#### [What you will do]
In how many lines of the records does "name" appear? Answer with one number.

Saved entries
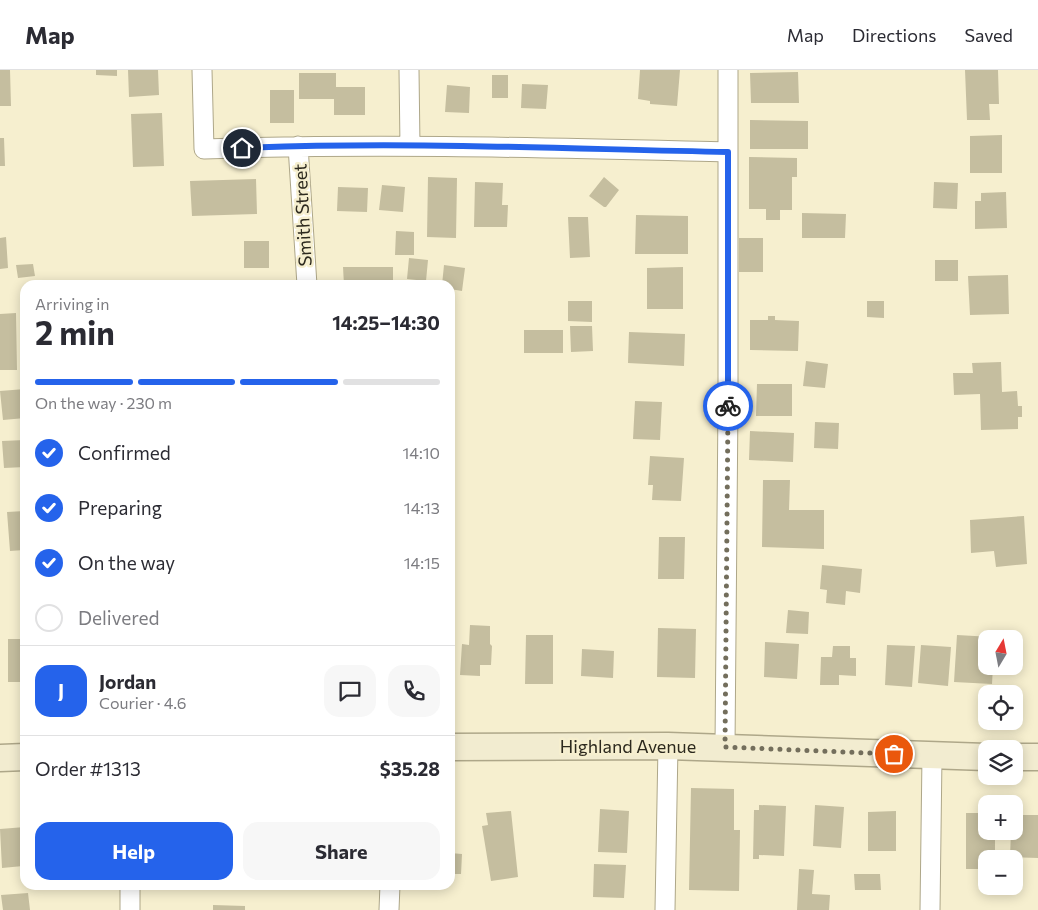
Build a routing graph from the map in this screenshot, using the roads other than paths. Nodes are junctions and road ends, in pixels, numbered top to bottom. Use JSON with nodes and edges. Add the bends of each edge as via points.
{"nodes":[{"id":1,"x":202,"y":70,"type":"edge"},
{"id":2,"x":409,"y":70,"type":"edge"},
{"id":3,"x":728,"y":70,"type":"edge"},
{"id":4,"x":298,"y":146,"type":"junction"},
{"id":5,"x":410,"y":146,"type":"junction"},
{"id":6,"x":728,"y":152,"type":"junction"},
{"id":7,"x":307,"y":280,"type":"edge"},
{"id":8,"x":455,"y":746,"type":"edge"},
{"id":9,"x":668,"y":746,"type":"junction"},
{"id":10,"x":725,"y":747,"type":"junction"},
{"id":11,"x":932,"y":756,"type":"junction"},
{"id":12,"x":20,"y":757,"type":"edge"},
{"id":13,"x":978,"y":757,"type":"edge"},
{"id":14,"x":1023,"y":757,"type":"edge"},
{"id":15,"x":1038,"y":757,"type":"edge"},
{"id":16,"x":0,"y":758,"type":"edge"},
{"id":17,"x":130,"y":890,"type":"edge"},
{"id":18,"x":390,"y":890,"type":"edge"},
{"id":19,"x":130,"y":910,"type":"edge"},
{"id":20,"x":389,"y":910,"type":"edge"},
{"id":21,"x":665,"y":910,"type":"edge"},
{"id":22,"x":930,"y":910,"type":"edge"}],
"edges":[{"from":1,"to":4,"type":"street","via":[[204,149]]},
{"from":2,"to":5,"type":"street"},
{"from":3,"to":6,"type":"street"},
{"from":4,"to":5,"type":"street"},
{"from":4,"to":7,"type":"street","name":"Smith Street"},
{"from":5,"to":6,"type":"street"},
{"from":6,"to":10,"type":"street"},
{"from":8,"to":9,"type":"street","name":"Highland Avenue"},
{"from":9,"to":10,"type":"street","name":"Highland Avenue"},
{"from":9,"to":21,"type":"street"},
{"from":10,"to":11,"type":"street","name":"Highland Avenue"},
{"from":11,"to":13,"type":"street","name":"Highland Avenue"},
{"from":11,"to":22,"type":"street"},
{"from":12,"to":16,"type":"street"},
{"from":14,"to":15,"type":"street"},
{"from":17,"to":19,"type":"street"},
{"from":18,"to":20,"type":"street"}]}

#### [Finished task]
5